For what the OP is looking for, (Section, Key, Values), using a ADODB
Recordset and saving as XML would work well.

Or take a peek at ...
http://www.freevbcode.com/ShowCode.asp?ID=2745
Can tweak for other MSXML libraries.

Traditionally XML is handled in VB6 using the DOM ActiveXDocument.

-ralph


From: Karl E. Peterson on
Jimekus presented the following explanation :
> I've replaced my registry entries using an ini file, but I've just
> discovered that I can only have 254 bytes of text stored in a key, or
> half that for unicode, so without having to use another file
> structure, I want to find another function that supports greater
> lengths.

What causes you to assume that limitation? I've never seen it.
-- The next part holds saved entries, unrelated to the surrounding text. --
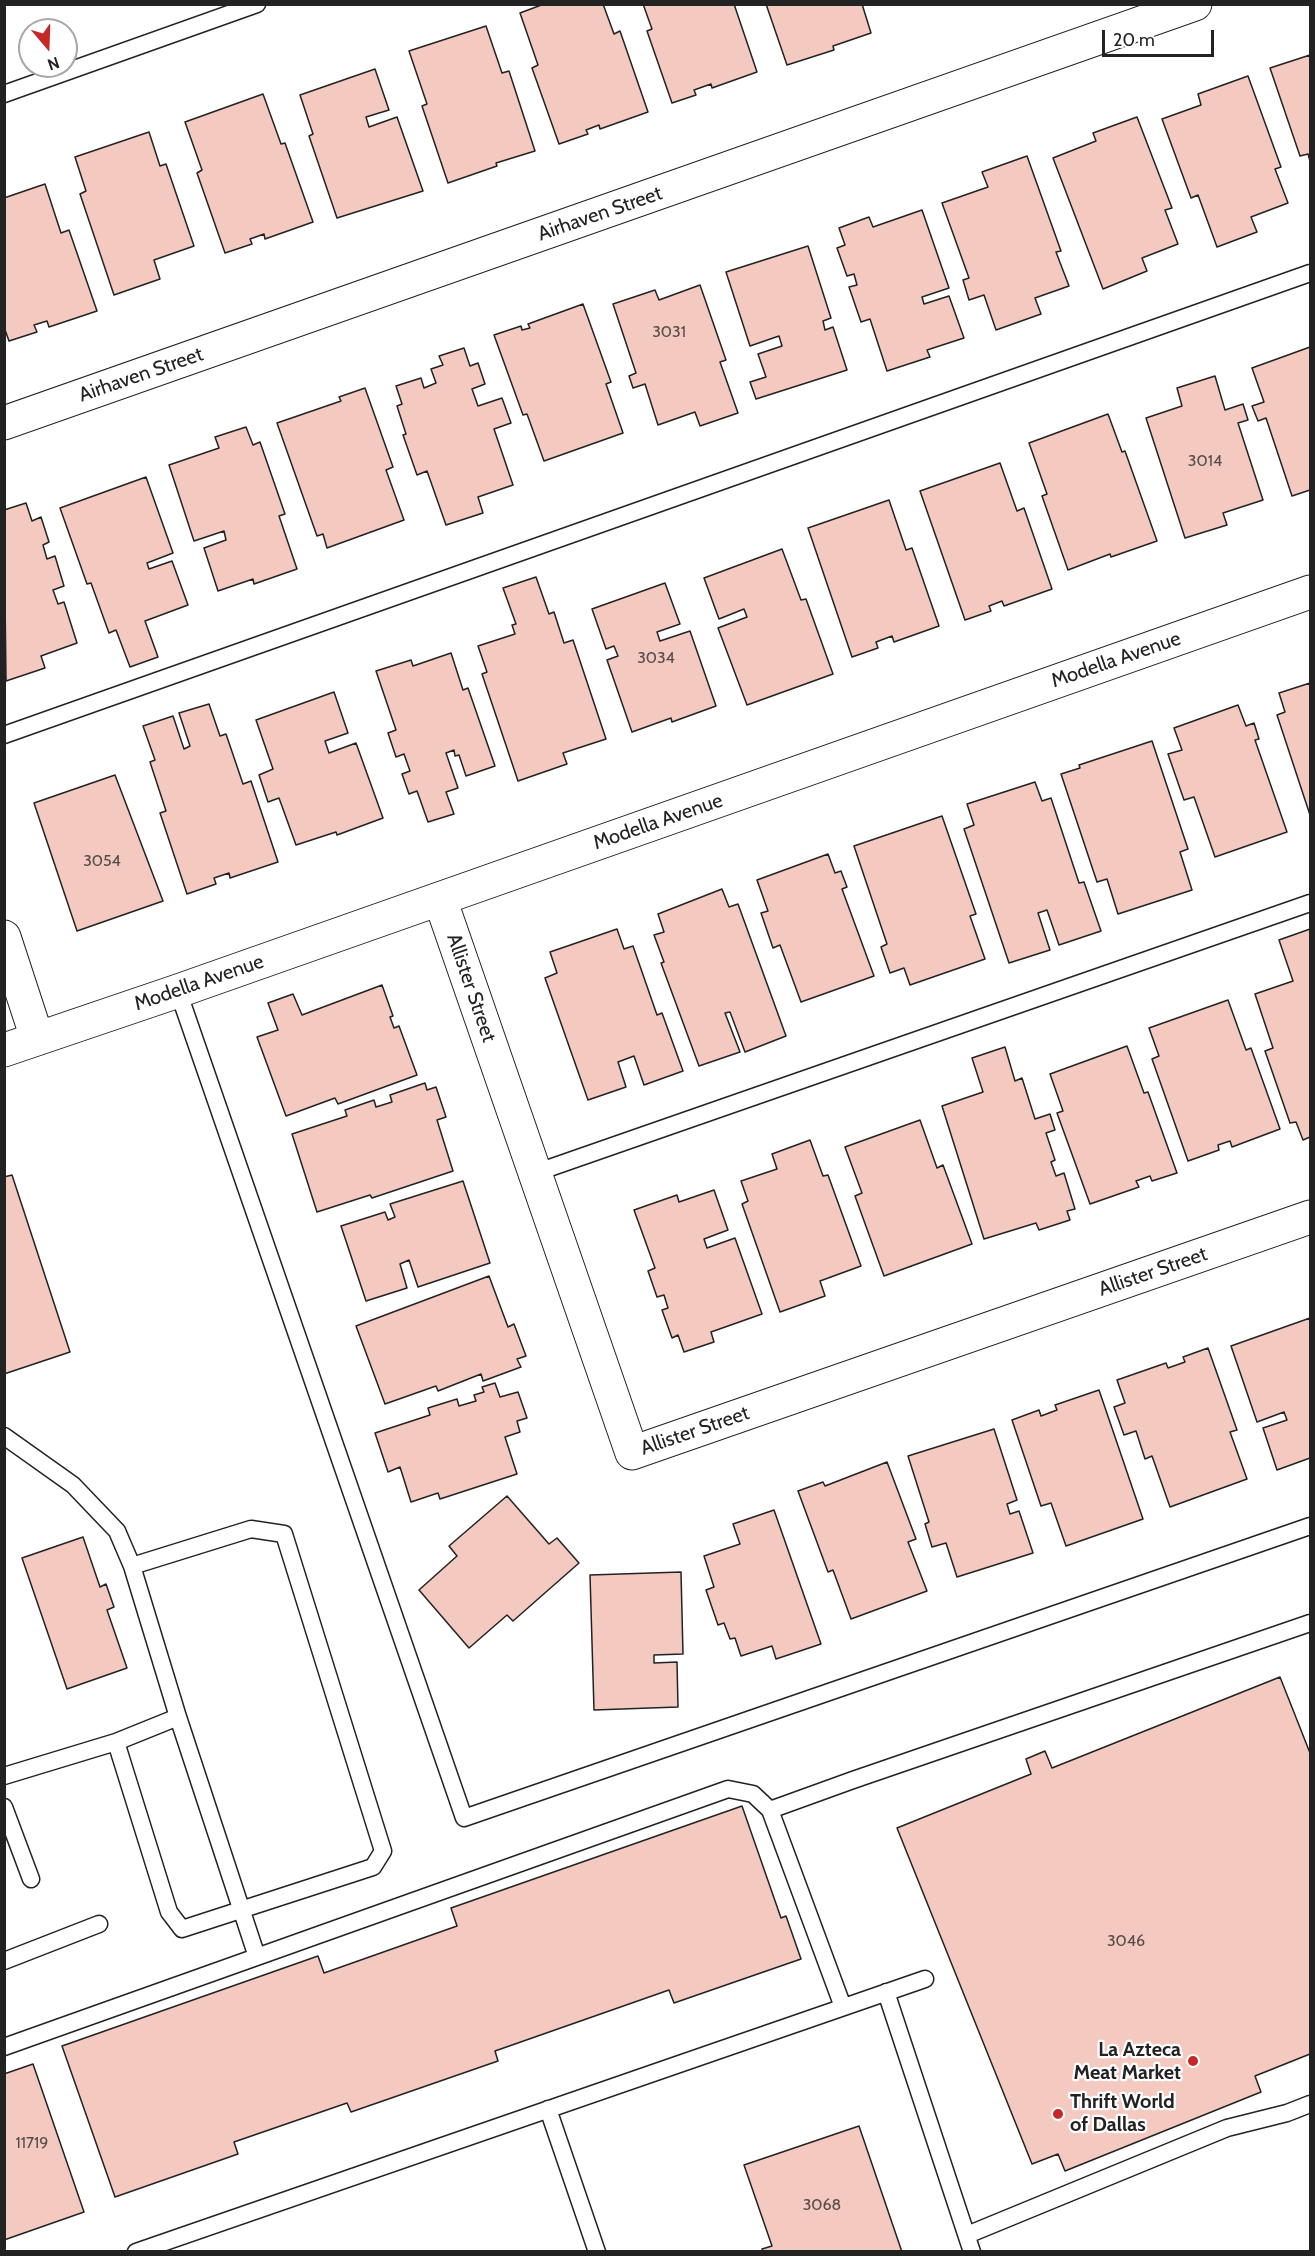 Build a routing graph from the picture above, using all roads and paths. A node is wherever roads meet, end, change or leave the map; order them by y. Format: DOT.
graph roads {
  1 [pos="257,4"];
  2 [pos="1195,4"];
  3 [pos="4,94"];
  4 [pos="1311,273"];
  5 [pos="4,423"];
  6 [pos="1311,592"];
  7 [pos="4,735"];
  8 [pos="440,898"];
  9 [pos="1311,903"];
  10 [pos="4,937"];
  11 [pos="178,991"];
  12 [pos="38,1038"];
  13 [pos="4,1050"];
  14 [pos="535,1173"];
  15 [pos="1311,1217"];
  16 [pos="4,1436"];
  17 [pos="1311,1526"];
  18 [pos="132,1566"];
  19 [pos="1311,1623"];
  20 [pos="178,1718"];
  21 [pos="116,1742"];
  22 [pos="4,1776"];
  23 [pos="4,1807"];
  24 [pos="770,1810"];
  25 [pos="31,1879"];
  26 [pos="240,1911"];
  27 [pos="99,1924"];
  28 [pos="257,1957"];
  29 [pos="4,1961"];
  30 [pos="925,1979"];
  31 [pos="886,1992"];
  32 [pos="843,2007"];
  33 [pos="4,2047"];
  34 [pos="1311,2104"];
  35 [pos="548,2109"];
  36 [pos="969,2243"];
  37 [pos="136,2252"];
  38 [pos="597,2252"];
  1 -- 3 [label="lane"];
  2 -- 5 [label="street, Airhaven Street"];
  4 -- 7 [label="lane"];
  6 -- 8 [label="street, Modella Avenue"];
  8 -- 11 [label="street, Modella Avenue"];
  8 -- 14 [label="street, Allister Street"];
  9 -- 14 [label="lane"];
  10 -- 12 [label="street"];
  11 -- 12 [label="street, Modella Avenue"];
  11 -- 17 [label="lane"];
  12 -- 13 [label="street, Modella Avenue"];
  14 -- 15 [label="street, Allister Street"];
  16 -- 18 [label="lane"];
  18 -- 20 [label="lane"];
  18 -- 26 [label="lane"];
  19 -- 24 [label="lane"];
  20 -- 21 [label="lane"];
  20 -- 26 [label="lane"];
  21 -- 22 [label="lane"];
  21 -- 26 [label="lane"];
  23 -- 25 [label="lane"];
  24 -- 28 [label="lane"];
  24 -- 32 [label="lane"];
  26 -- 28 [label="lane"];
  27 -- 29 [label="lane"];
  28 -- 33 [label="lane"];
  30 -- 31 [label="lane"];
  31 -- 32 [label="lane"];
  31 -- 36 [label="lane"];
  32 -- 35 [label="lane"];
  34 -- 36 [label="lane"];
  35 -- 37 [label="lane"];
  35 -- 38 [label="lane"];
}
At
least not since moving to NT. Using my INI wrapper
(http://vb.mvps.org/samples/kpIni), I just did this:

Dim ini As CIniFile
Set ini = New CIniFile
ini.FileName = "d:\code\temp.ini"
ini.EntryWrite "512", String$(512, "O"), "Test"
Debug.Print Len(ini.EntryRead("512"))

The resultant file was exactly as expected, with the 512= line being
516 chars long and 512 being output to the Immediate window.

Disclaimer: I ran that test on Windows 7 x64.